As Tom wandered back to Mrs Mewett’s, he thought about the little relics at the lighthouse – Docherty’s knitting, his wife’s jar of humbugs that sat untouched in the pantry. Lives gone, traces left. And he wondered about the despair of the man, destroyed by grief. It didn’t take a war to push you over that edge.



Two days after his return to Partageuse, Tom sat stiff as a whalebone in the Graysmarks’ lounge room, where both parents watched over their only daughter like eagles with a chick. Struggling to come up with suitable topics of conversation, Tom stuck to the weather, the wind, of which there was an abundance, and Graysmark cousins in other parts of Western Australia. It was relatively easy to steer the conversation away from himself.

As Isabel walked him to the gate afterwards she asked, ‘How long till you go back?’

‘Two weeks.’

‘Then we’d better make the most of it,’ she said, as though concluding a long discussion.

‘Is that so?’ asked Tom, as amused as he was surprised. He had a sense of being waltzed backwards.

Isabel smiled. ‘Yes, that’s so.’ And the way the light caught her eyes, he imagined he could see into her: see a clarity, an openness, which drew him in. ‘Come and visit tomorrow. I’ll make a picnic. We can go down by the bay.’

‘I should ask your father first, shouldn’t I? Or your mother?’ He leaned his head to one side. ‘I mean, if it’s not a rude question, how old are you?’

‘Old enough to go on a picnic.’

‘And in ordinary numbers that would make you …?’

‘Nineteen. Just about. So you can leave my parents to me,’ she said, and gave him a wave as she headed back inside.

Tom set off back to Mrs Mewett’s with a lightness in his step. Why, he could not say. He didn’t know the first thing about this girl, except that she smiled a lot, and that something inside just felt – good.
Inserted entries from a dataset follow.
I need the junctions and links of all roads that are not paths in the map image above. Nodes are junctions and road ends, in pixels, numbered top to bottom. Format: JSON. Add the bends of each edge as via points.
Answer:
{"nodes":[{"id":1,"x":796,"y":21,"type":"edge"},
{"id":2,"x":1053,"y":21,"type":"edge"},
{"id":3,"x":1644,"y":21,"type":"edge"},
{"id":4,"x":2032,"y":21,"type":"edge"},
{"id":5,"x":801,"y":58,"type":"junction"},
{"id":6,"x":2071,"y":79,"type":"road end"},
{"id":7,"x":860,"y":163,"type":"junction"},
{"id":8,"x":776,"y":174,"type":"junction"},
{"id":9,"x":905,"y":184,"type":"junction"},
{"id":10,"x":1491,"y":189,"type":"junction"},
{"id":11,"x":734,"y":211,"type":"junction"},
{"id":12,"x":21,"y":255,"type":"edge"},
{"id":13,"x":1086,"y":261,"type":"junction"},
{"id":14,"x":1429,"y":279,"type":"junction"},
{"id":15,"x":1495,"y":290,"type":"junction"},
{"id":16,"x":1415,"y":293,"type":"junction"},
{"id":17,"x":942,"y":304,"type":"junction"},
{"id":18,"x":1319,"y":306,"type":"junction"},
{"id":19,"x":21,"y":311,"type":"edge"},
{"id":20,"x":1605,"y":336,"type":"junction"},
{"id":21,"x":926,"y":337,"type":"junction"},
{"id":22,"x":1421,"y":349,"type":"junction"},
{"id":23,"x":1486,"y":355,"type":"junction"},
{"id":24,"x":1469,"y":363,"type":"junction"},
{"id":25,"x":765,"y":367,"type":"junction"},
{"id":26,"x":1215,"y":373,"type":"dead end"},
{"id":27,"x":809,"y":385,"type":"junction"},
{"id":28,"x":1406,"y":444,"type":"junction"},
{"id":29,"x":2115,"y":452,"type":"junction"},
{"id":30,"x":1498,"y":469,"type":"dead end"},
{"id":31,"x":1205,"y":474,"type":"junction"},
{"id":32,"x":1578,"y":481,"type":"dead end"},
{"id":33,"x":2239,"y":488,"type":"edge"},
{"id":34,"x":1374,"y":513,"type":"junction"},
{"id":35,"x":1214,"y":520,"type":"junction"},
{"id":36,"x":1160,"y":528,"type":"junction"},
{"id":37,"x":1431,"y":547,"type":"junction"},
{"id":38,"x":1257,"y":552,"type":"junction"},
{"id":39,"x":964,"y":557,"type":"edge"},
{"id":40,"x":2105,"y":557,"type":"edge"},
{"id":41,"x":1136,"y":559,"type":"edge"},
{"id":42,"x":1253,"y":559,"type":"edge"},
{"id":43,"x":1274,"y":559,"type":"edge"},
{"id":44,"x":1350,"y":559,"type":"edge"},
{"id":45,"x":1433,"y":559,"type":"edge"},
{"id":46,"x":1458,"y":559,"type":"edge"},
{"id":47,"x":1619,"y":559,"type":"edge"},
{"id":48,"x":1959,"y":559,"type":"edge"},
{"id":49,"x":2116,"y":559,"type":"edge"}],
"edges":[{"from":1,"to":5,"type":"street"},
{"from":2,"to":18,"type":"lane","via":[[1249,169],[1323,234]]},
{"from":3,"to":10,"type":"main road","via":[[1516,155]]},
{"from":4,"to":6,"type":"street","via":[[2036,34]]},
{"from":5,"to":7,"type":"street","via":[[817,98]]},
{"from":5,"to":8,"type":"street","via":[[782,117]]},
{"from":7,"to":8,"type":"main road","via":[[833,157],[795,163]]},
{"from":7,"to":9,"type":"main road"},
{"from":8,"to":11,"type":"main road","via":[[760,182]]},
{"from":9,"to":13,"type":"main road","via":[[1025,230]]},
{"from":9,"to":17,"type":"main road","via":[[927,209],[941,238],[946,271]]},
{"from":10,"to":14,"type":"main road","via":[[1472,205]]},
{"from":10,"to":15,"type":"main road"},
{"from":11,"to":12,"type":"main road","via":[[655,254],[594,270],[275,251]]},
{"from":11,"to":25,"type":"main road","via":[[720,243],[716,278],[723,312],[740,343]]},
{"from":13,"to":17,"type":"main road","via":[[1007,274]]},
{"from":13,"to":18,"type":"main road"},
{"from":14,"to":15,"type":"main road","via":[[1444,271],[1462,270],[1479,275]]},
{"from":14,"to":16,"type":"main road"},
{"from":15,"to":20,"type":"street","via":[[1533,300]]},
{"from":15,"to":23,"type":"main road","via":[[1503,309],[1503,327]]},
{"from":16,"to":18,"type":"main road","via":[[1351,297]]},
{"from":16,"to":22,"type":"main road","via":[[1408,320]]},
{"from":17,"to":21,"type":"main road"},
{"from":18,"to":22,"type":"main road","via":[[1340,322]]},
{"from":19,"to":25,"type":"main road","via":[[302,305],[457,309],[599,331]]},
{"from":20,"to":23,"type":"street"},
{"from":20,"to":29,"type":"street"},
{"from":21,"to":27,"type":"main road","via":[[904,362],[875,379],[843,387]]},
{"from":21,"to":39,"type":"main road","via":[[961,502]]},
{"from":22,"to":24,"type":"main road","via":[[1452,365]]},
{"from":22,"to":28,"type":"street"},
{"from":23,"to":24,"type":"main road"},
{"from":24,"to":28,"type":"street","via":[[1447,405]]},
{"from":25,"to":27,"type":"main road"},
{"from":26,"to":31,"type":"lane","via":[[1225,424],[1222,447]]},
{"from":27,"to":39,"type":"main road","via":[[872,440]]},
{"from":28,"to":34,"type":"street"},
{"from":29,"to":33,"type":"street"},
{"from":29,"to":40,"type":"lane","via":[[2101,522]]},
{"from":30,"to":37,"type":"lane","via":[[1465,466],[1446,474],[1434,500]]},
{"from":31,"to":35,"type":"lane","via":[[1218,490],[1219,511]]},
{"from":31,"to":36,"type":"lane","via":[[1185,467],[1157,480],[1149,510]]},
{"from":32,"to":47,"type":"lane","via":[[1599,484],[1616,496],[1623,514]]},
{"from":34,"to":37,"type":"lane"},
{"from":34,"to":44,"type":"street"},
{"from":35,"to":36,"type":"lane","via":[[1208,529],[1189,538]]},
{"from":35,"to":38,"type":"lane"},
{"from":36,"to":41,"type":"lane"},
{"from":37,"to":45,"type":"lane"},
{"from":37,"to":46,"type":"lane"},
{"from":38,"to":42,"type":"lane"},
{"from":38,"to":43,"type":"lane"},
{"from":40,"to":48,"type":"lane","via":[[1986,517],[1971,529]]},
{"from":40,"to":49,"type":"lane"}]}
The following day, Tom approached the Graysmarks’ house, not so much nervous as puzzled, not quite sure how it was that he was heading back there so soon.
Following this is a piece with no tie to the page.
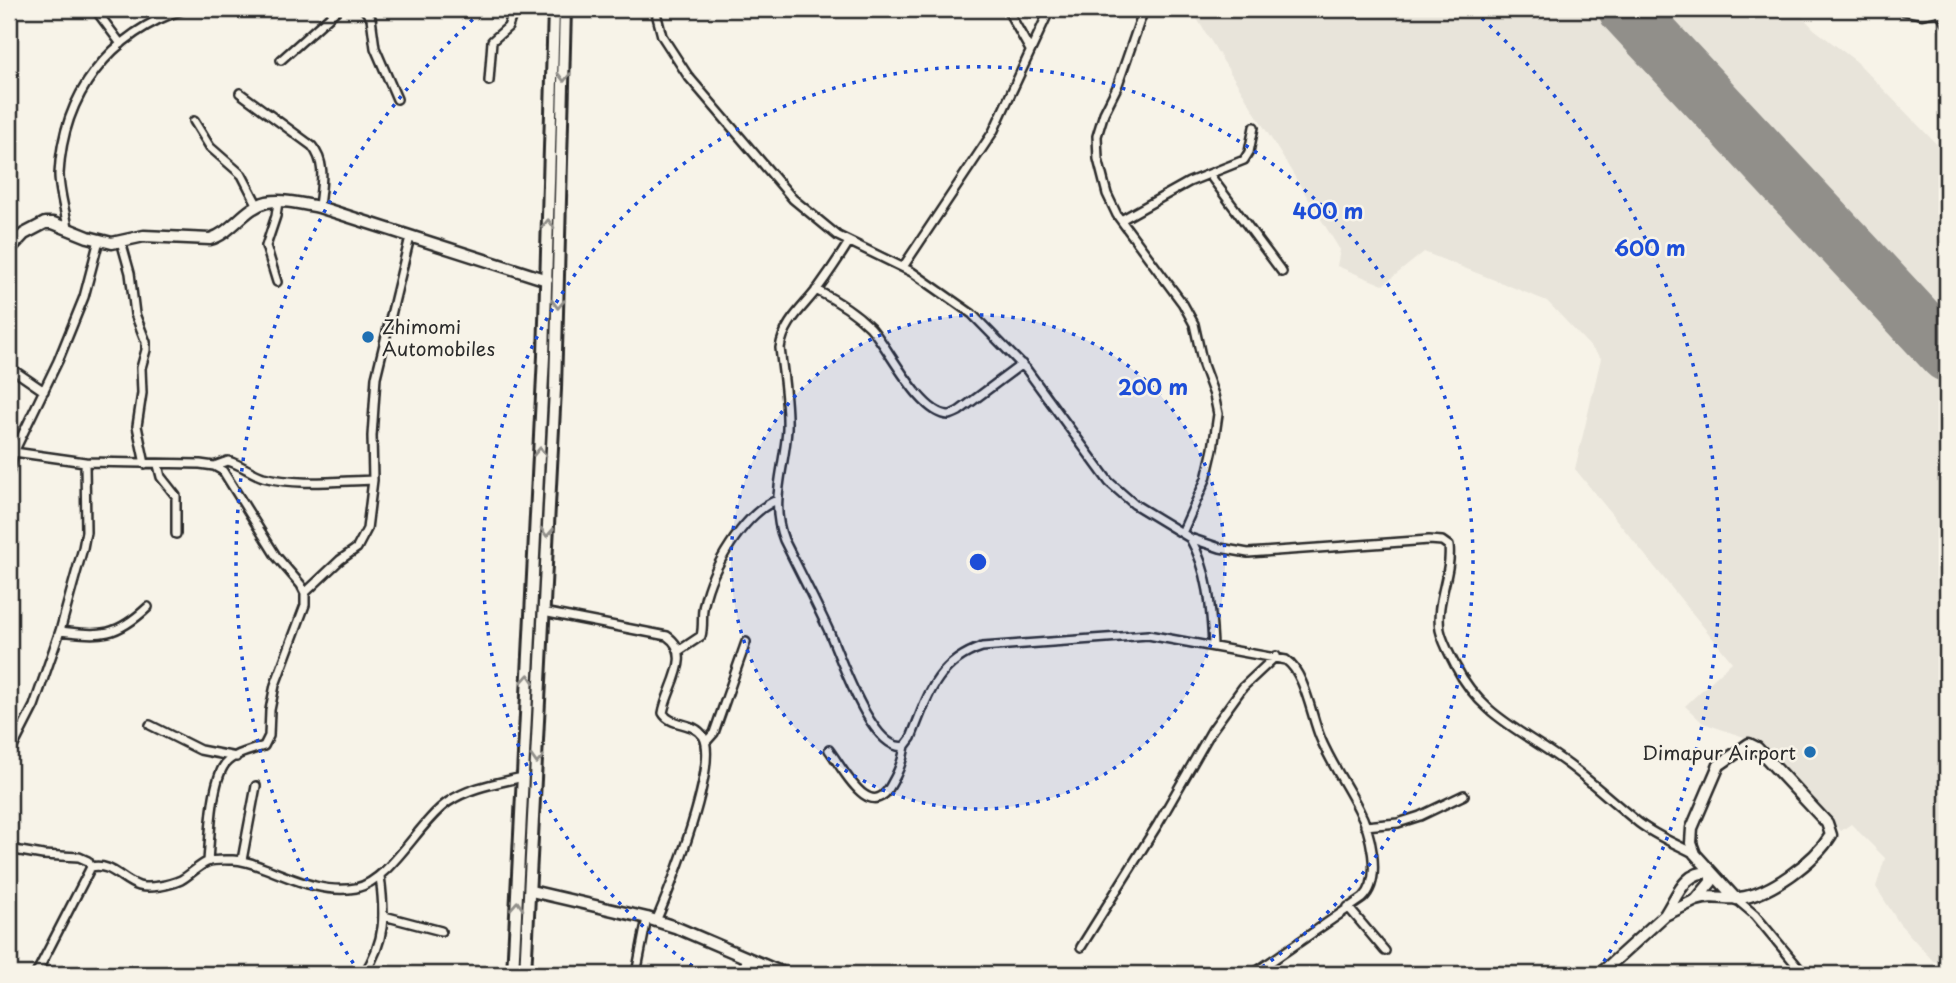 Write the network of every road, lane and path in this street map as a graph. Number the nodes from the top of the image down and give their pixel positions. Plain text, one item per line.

Mrs Graysmark smiled as she opened the door. ‘Nice and punctual,’ she noted on some invisible checklist.

‘Army habits …’ said Tom.

Isabel appeared with a picnic basket, which she handed to him. ‘You’re in charge of getting it there in one piece,’ she said, and turned to kiss her mother on the cheek. ‘Bye, Ma. See you later.’

‘Mind you keep out of the sun, now. Don’t want you spoiling your skin with freckles,’ she said to her daughter. She gave Tom a look which conveyed something sterner than the words, ‘Enjoy your picnic. Don’t be too late back.’

‘Thanks, Mrs Graysmark. We won’t be.’

Isabel led the way as they walked beyond the few streets that marked out the town proper and approached the ocean.

‘Where are we going?’ asked Tom.

‘It’s a surprise.’

They wandered along the dirt road which led up to the headland, bordered with dense, scrubby trees on each side. These were not the giants from the forest a mile or so further in, but wiry, stocky things, which could cope with the salt and the blasting of the wind. ‘It’s a bit of a walk. You won’t get too tired, will you?’ she asked.